Merci beaucoup de nous avoir
Merci beaucoup de nous avoir signalé cette erreur, aussitôt corrigée.
bizarrre, bizarre
Bizarre, cet article qui semble assimiler laïcité et offre plurielle de religions. En fait, selon la définition du Petit Robert, la laïcité est « le principe de séparation de la société civile et de la société religieuse, l’Etat n’exerçant aucun pouvoir religieux et les Eglises aucun pouvoir politique. « La laïcité, c’est-à-dire l’Etat neutre entre les religions » (Renan) ». Il est bon de rappeler de temps en temps les fondamentaux.
laicité
La laïcité en France repose sur 3 piliers : l’État est sécularisé, la liberté de croyance et de culte est garantie, et les croyances sont égales entre elles.

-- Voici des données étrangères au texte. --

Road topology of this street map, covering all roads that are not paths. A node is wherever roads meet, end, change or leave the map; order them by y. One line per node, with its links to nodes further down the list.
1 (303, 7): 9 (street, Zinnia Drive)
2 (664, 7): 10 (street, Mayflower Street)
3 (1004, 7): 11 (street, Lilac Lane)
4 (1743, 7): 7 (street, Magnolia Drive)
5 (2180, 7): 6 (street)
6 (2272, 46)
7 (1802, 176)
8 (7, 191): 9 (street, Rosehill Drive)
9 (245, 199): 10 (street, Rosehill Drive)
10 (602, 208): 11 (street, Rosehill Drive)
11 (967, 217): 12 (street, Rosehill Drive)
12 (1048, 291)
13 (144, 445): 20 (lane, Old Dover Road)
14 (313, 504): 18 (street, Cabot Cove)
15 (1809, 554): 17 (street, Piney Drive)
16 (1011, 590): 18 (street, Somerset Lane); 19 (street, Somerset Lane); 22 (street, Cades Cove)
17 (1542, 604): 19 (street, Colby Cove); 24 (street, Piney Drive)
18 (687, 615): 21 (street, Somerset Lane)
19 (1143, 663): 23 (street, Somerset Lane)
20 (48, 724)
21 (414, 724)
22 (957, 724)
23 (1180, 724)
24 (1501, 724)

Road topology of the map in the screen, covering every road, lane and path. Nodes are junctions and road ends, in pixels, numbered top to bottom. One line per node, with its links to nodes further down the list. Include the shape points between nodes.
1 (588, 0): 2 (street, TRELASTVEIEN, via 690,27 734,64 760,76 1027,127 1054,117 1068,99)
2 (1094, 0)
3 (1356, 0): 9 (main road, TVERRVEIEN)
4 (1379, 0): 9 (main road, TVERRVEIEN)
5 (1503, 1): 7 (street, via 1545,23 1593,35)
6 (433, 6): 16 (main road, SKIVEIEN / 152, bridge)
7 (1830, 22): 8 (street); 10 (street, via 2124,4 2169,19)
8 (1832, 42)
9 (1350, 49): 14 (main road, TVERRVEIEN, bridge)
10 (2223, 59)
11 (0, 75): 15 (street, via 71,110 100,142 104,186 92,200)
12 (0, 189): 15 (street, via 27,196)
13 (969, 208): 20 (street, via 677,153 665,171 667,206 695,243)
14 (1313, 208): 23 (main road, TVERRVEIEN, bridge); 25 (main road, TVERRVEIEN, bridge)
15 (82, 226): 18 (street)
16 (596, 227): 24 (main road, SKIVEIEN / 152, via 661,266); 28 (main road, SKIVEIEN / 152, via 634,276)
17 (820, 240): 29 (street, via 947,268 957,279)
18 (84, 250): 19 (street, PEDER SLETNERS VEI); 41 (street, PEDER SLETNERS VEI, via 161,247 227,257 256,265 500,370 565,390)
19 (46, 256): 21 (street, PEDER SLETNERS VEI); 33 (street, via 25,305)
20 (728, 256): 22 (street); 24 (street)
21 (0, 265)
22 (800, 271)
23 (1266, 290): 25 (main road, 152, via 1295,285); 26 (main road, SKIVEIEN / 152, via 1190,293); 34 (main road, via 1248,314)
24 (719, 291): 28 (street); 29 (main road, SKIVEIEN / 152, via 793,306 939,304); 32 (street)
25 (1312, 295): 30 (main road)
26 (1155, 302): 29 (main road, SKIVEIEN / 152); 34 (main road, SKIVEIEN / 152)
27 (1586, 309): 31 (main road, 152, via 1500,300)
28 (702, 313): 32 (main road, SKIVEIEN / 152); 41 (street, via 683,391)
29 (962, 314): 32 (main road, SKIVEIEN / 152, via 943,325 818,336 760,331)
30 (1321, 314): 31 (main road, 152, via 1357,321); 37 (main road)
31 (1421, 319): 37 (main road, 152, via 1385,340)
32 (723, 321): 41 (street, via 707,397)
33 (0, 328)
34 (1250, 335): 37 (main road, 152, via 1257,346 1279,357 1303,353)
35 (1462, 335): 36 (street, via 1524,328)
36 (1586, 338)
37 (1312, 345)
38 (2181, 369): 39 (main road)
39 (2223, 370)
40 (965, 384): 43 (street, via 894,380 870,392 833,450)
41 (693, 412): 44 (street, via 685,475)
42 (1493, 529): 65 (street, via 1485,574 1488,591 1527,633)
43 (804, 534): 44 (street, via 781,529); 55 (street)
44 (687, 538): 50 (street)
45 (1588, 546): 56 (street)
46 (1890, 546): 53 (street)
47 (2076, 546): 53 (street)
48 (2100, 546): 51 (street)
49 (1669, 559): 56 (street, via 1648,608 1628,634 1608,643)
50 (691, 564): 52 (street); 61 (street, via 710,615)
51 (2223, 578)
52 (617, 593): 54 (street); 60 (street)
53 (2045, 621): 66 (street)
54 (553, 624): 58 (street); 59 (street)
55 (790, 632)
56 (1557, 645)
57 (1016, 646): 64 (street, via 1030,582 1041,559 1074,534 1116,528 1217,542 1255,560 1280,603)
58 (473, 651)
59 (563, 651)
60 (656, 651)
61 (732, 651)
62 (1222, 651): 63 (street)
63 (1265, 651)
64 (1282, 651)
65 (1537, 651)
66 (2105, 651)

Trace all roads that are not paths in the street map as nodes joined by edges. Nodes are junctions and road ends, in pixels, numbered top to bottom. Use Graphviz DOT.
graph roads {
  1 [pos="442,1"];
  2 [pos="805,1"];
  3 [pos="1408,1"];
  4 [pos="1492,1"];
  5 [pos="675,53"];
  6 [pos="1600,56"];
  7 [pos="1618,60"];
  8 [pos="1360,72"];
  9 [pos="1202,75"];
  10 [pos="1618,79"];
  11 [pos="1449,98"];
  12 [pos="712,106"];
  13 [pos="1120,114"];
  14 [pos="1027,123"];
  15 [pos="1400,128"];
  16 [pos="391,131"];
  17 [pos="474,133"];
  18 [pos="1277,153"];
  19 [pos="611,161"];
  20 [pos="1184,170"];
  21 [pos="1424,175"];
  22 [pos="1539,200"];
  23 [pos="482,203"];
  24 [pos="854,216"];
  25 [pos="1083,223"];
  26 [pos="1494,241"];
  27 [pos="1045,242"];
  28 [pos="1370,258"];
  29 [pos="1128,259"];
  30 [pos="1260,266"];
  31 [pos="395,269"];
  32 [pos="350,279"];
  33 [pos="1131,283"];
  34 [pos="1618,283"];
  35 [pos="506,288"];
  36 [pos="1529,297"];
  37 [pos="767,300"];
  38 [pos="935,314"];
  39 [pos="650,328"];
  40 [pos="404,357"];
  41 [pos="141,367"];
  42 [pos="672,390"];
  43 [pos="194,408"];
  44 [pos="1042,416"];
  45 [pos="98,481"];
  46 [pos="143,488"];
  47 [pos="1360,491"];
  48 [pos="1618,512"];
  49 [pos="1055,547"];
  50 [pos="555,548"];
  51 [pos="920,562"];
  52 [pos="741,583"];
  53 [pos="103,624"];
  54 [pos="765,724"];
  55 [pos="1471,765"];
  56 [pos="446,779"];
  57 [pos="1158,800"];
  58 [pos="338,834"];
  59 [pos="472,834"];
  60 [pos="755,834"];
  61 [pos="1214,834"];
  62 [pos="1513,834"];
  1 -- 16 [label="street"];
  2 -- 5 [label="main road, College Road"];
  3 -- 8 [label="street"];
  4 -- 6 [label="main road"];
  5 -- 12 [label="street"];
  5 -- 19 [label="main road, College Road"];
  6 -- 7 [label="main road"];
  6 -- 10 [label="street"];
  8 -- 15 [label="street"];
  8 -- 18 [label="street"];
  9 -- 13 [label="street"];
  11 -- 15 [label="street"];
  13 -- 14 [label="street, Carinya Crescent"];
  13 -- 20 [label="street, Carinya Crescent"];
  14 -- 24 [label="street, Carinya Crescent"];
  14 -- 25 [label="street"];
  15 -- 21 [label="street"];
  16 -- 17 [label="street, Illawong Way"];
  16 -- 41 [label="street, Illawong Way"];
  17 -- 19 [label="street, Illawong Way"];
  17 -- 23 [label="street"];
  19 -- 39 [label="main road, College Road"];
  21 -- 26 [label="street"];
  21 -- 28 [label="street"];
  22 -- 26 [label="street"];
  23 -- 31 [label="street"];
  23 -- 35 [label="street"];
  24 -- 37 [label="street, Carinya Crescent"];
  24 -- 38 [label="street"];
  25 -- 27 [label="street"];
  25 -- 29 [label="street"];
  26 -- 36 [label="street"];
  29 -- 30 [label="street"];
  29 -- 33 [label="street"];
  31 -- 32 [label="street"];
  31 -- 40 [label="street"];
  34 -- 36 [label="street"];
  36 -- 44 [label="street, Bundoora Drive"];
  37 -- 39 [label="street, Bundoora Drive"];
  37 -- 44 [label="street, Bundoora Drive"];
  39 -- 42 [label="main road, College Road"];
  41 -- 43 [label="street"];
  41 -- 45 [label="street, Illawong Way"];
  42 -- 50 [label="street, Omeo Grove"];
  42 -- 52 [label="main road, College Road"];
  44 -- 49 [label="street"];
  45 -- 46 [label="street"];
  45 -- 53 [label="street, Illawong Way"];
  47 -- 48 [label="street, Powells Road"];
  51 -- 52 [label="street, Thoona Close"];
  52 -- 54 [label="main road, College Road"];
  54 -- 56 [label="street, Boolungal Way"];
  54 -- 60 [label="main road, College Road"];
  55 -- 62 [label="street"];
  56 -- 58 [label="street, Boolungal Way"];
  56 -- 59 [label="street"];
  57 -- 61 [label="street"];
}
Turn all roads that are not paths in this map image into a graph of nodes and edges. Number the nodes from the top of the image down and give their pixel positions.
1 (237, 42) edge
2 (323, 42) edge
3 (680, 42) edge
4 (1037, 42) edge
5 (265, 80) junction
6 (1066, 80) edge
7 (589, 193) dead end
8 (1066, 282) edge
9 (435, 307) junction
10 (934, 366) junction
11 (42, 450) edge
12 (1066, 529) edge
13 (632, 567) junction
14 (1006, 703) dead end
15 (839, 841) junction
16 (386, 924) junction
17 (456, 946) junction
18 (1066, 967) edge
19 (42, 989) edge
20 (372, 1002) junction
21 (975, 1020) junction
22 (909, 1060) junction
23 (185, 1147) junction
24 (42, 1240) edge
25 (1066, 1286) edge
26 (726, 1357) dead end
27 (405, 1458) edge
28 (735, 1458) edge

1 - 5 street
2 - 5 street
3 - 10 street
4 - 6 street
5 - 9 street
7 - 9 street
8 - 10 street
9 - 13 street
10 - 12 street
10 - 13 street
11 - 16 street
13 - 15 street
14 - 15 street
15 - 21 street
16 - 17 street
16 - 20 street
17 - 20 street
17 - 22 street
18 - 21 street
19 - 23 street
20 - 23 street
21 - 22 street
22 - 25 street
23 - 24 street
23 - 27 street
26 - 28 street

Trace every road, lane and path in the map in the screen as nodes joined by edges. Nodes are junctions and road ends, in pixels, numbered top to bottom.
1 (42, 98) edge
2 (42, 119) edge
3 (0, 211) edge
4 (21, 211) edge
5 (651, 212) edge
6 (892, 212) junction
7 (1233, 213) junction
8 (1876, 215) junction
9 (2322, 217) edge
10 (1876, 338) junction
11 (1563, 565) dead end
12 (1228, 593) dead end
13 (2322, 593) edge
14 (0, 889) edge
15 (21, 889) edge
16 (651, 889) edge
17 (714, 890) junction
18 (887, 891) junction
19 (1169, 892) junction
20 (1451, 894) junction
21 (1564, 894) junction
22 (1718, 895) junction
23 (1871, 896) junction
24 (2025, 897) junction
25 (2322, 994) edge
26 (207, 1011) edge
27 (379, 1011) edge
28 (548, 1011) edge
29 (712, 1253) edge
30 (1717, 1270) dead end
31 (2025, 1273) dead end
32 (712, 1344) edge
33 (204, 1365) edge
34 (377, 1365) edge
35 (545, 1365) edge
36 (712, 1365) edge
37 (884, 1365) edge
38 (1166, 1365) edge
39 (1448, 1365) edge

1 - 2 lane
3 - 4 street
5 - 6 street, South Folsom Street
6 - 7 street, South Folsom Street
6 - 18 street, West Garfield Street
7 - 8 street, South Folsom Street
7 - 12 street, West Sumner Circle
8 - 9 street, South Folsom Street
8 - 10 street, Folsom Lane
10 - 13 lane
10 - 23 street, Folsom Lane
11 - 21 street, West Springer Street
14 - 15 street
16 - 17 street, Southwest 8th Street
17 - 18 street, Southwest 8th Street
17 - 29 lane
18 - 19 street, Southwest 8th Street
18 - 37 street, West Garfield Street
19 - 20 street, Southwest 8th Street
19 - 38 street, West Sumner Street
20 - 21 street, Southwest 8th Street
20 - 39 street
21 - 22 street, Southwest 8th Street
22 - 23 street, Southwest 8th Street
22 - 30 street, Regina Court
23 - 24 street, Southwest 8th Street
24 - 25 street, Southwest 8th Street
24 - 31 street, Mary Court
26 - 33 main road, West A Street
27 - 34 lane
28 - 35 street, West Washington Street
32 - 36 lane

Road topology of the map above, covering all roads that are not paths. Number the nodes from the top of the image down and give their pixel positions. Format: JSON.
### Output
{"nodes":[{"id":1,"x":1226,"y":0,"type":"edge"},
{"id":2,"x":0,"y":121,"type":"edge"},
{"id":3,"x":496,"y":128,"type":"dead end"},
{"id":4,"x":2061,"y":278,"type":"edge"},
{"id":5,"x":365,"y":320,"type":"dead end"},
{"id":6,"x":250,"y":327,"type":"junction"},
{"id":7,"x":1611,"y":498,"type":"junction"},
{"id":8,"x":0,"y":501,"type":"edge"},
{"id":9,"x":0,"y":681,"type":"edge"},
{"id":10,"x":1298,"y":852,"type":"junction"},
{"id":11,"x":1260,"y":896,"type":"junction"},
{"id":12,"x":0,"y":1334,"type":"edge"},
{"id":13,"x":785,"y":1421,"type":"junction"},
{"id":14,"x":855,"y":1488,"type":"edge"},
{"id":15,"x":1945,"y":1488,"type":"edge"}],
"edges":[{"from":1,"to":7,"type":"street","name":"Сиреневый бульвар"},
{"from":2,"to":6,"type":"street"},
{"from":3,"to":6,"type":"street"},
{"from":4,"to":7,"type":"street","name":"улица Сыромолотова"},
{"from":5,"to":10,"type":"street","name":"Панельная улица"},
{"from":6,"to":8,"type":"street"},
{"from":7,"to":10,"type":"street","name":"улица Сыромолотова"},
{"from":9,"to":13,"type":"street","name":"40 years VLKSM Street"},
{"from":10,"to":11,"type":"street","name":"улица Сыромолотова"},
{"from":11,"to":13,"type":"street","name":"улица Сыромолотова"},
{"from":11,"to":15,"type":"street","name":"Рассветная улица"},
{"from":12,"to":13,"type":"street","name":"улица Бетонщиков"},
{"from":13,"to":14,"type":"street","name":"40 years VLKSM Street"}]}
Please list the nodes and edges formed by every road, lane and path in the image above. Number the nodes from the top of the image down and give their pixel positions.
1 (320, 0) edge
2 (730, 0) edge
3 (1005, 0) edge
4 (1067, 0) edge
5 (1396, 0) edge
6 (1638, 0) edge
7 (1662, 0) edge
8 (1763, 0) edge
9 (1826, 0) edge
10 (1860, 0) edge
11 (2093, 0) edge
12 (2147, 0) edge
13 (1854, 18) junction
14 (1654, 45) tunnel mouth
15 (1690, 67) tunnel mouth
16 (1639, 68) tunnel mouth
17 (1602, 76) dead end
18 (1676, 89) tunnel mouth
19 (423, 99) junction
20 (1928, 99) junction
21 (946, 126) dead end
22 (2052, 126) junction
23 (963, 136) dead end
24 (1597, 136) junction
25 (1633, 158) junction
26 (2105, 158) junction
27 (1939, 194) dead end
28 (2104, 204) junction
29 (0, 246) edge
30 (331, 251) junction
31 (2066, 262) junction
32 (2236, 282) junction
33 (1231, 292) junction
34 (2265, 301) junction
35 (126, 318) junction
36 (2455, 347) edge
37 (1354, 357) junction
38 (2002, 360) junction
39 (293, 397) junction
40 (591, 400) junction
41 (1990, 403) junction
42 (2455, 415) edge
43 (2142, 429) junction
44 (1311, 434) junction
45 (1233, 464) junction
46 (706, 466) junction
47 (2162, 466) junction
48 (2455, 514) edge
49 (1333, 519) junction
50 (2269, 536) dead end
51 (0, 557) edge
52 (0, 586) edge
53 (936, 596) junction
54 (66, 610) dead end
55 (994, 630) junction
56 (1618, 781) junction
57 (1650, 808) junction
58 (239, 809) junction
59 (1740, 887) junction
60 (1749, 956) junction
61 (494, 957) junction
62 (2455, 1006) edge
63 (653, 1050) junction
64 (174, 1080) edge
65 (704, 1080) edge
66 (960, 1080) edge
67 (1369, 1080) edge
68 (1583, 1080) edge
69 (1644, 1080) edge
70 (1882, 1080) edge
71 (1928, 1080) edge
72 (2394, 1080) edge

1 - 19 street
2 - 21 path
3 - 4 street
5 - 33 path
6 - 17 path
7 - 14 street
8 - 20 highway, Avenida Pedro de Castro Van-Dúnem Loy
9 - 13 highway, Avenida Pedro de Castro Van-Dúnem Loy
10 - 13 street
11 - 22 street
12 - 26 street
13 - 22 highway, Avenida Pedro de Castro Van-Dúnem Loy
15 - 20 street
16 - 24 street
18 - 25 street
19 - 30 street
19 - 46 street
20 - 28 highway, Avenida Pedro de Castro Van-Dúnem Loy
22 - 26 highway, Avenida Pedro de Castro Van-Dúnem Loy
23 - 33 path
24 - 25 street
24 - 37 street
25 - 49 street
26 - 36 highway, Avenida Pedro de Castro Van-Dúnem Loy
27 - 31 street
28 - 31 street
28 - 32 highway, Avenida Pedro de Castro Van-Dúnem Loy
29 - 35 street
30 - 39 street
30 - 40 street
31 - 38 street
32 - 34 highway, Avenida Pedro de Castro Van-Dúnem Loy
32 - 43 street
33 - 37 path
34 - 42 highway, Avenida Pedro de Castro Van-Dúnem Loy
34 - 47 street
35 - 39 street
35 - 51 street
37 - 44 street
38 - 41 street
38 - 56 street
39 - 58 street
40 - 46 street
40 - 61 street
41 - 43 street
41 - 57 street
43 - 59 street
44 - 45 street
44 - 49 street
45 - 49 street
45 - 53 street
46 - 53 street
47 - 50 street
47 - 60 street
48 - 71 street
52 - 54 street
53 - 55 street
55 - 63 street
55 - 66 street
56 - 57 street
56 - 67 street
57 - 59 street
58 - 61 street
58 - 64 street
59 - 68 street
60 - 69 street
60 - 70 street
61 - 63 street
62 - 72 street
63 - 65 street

Pour reprendre wikipédia qui reprend Baudelot : « chacun insiste davantage sur l’un ou sur l’autre de ces trois aspects : le laïciste sur la sécularisation, le croyant, sur la liberté de conscience, et enfin celui qui adhère à des croyances minoritaires sur l’égalité entre toutes les croyances ».
Il me semble que l’article ne contredit pas ces principes, même si on peut débattre de la focalisation plus ou moins forte sur tel ou tel.